Kuala Lumpur/New Delhi: Search operations for the Malaysian jetliner, which mysteriously disappeared last Friday, moved closer to the Chennai coast with India today readying to deploy its assets in the Bay of Bengal following a fresh request from Kuala Lumpur.
Acceding to Malaysia`s request, India has expanded its search to scour an expanse of more than 9,000 square kilometres in the Bay of Bengal, about 300 km from the Chennai coast, officials said.
Conflicting reports further compounding the mystery of the missing Flight MH370 ferrying 239 people continued to surface today with one report suggesting that the plane turned back after it lost radar contact and flew over Malaysia.
Another report quoting an unnamed US official said investigators were probing whether it was an act of piracy with the possibility of someone diverting the aircraft.
As joint search operations by 13 countries including India intensified, aviation experts reasoned that the Boeing 777-200 could not have flown undetected over such a long distance.
Widening its search in the Indian Ocean, Malaysia today sought radar data from its neighbours and India.
The request from Malaysia came a day after India joined the massive search operations by deploying six aircraft including its latest special surveillance P-8I plane and three helicopters under `Operation Searchlight`.
India`s navy, air force and coast guard are searching for the MH370 flight in the south Andaman Sea following the request.
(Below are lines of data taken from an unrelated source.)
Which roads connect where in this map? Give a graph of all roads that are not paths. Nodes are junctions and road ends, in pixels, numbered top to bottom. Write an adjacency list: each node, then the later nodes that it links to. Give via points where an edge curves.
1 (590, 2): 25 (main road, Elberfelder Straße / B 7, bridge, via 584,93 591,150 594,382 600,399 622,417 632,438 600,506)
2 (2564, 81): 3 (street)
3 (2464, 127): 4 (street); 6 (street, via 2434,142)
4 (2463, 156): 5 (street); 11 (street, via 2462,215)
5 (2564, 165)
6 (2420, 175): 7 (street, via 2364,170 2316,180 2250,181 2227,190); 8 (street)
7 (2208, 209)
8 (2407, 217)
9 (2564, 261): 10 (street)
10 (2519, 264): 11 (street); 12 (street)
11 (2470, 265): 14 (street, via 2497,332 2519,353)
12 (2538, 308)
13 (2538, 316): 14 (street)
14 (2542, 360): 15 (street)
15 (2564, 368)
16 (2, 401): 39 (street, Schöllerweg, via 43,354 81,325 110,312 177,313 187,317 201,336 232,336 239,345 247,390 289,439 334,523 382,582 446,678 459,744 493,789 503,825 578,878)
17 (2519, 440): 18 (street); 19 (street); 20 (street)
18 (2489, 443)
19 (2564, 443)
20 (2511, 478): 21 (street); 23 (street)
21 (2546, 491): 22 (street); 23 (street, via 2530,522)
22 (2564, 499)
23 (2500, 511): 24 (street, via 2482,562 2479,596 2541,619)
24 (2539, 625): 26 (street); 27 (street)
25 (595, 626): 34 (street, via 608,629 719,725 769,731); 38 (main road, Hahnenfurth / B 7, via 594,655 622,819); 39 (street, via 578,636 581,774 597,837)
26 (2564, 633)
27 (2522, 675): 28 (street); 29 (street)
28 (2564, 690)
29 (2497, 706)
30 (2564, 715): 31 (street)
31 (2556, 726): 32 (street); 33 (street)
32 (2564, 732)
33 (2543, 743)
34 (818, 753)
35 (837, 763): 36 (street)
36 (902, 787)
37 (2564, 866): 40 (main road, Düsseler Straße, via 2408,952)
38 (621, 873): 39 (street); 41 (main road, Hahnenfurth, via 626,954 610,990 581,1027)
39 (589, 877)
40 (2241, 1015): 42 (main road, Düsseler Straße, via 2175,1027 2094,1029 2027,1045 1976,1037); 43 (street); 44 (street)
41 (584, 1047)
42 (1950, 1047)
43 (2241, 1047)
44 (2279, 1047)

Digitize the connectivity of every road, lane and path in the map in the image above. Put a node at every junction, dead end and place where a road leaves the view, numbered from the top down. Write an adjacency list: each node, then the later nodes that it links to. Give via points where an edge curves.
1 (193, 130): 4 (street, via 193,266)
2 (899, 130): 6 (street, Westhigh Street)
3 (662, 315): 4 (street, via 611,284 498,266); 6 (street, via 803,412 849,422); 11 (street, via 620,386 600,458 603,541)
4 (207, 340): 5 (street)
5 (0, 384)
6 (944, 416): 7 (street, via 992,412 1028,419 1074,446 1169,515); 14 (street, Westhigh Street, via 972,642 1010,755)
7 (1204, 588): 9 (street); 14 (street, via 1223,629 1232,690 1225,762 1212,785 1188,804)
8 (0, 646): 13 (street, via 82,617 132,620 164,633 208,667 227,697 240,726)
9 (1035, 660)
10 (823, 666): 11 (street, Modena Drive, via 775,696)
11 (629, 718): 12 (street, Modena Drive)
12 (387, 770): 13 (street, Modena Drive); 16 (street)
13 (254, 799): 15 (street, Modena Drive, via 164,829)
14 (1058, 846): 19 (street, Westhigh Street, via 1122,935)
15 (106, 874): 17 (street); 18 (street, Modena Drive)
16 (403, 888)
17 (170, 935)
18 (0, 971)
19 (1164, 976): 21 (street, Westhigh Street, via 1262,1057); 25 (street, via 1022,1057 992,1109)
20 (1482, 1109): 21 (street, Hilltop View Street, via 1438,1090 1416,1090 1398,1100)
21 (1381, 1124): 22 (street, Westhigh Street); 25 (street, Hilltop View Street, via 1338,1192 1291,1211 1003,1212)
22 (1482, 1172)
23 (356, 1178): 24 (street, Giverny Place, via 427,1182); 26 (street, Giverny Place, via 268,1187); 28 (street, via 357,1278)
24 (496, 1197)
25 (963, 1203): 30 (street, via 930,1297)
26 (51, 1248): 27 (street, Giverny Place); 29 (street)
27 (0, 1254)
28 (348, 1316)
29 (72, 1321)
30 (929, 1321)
Malaysian acting Transport Minister Hishammuddin Hussein said his country has sought radar data from India and other neighbouring countries to trace the plane that went missing after taking off late on Friday from Kuala Lumpur for Beijing.
"The aircraft is still missing, and the search area is expanding," he said. "Together with our international partners, we are pushing further east into the South China Sea and further into the Indian Ocean."
As world awaits potential clues to plane`s mysterious disappearance, US officials helping in efforts to trace the plane today said they are shifting their search to the Indian Ocean region.
"It`s my understanding that based on some new information that`s not necessarily conclusive - but new information - an additional search area may be opened in the Indian Ocean," White House spokesman Jay Carney said in Washington.
The missing jetliner carrying 227 passengers, including five Indians and one Indian-origin Canadian, and 12 crew members mysteriously vanished from radar screens an hour after taking off from Kuala Lumpur.
There has been no trace of the plane nor any sign of wreckage despite a search by the navies and military aircraft of 13 countries across Southeast Asia.